Top of Material to process

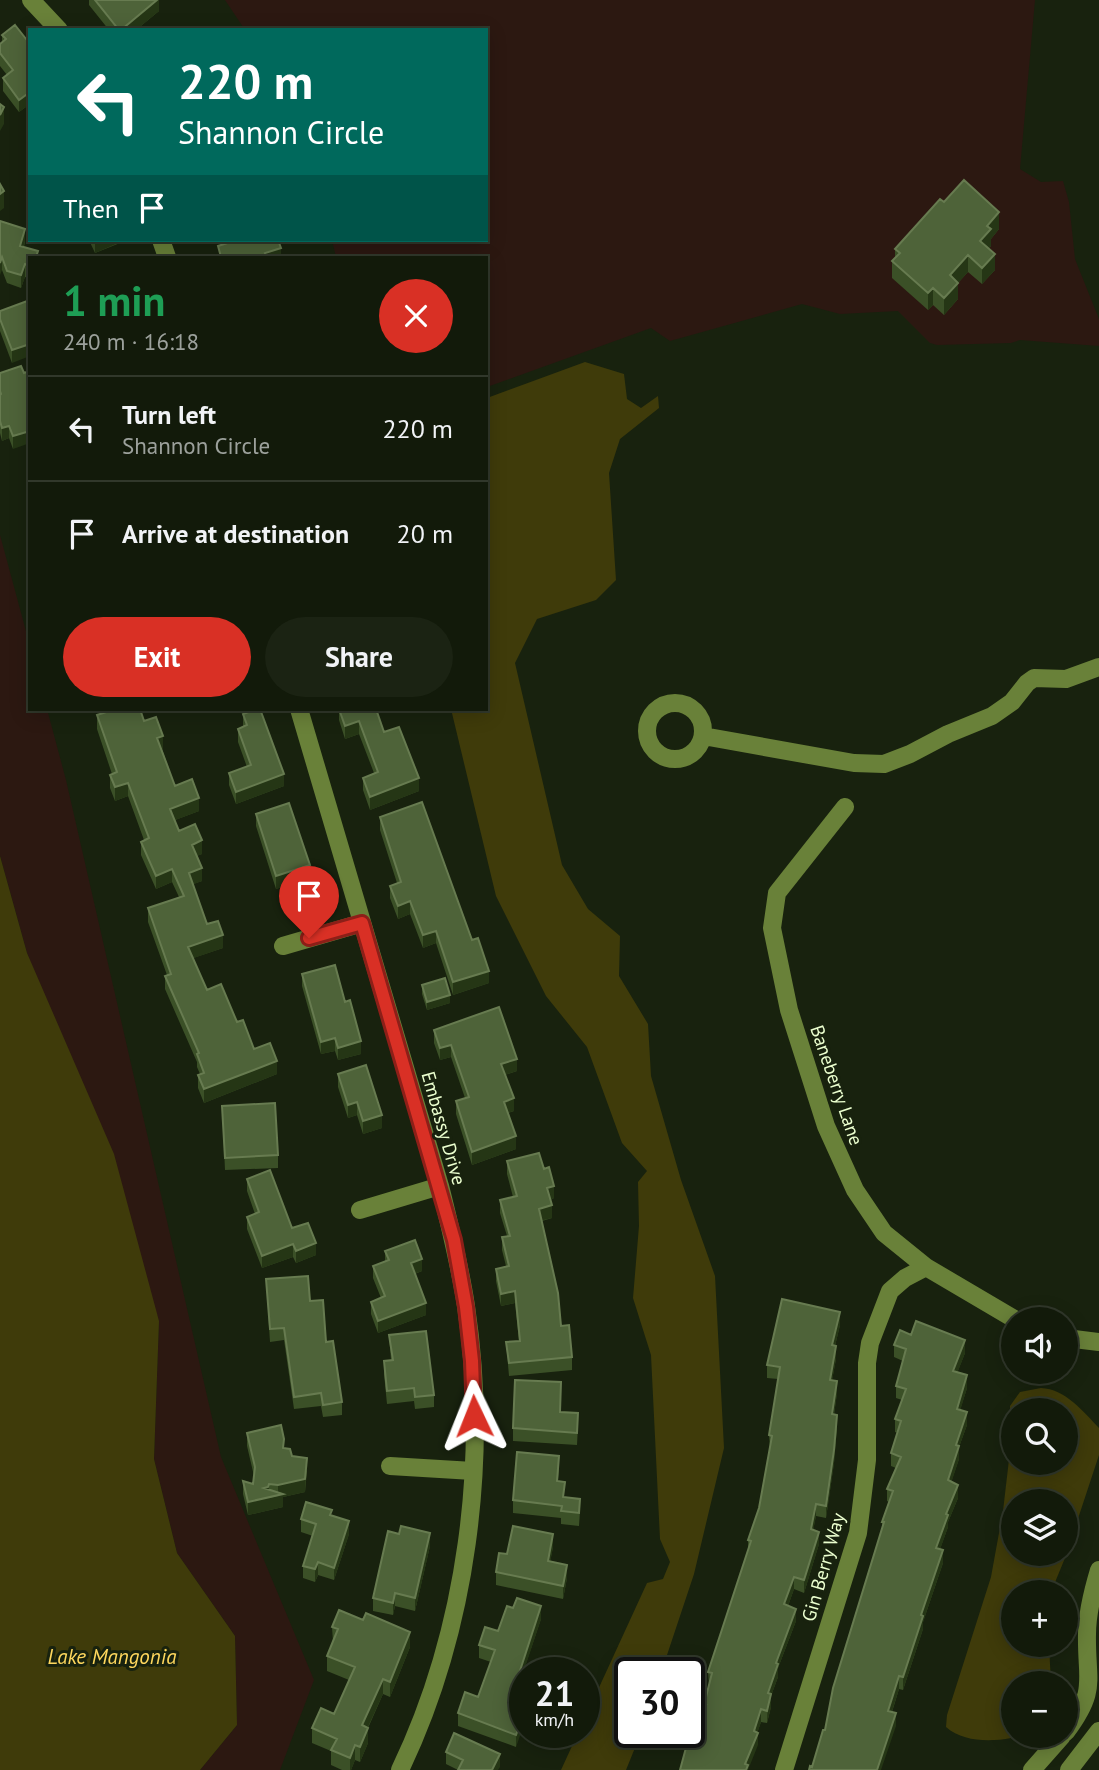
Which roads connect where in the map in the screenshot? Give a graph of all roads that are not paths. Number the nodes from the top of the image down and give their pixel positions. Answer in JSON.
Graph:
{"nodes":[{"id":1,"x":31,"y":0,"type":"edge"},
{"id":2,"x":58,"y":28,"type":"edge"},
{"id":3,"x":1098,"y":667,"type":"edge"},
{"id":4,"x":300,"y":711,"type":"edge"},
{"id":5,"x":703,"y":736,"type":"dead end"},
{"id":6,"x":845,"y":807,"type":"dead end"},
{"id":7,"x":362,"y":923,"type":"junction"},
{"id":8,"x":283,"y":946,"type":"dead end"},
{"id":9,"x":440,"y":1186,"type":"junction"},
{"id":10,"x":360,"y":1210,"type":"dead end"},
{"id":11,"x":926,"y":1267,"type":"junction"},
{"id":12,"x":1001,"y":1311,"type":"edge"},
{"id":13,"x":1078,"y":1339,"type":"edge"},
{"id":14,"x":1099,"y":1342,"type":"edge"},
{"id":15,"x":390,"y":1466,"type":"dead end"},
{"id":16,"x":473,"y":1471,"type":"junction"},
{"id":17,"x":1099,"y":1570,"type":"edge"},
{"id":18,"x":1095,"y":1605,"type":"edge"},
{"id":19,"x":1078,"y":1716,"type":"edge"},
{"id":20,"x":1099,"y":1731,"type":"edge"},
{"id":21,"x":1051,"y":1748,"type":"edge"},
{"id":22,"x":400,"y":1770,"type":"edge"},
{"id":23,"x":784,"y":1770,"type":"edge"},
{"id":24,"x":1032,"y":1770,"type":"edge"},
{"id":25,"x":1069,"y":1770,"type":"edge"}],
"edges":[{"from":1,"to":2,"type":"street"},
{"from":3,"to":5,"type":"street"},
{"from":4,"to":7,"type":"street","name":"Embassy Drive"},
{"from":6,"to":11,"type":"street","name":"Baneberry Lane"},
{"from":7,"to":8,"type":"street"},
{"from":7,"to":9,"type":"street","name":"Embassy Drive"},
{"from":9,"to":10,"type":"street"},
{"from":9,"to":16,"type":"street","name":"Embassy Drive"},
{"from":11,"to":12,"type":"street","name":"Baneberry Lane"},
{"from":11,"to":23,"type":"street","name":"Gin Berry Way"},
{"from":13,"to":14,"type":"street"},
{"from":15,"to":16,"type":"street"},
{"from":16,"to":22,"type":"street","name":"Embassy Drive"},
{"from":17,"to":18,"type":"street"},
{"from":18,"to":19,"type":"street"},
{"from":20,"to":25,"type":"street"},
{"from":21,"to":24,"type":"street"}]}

Bottom of Material to process

• **Work order**
Across the entries above, tally the lines that contain the string "dead" and give that figure alone.

• **Task answer**
5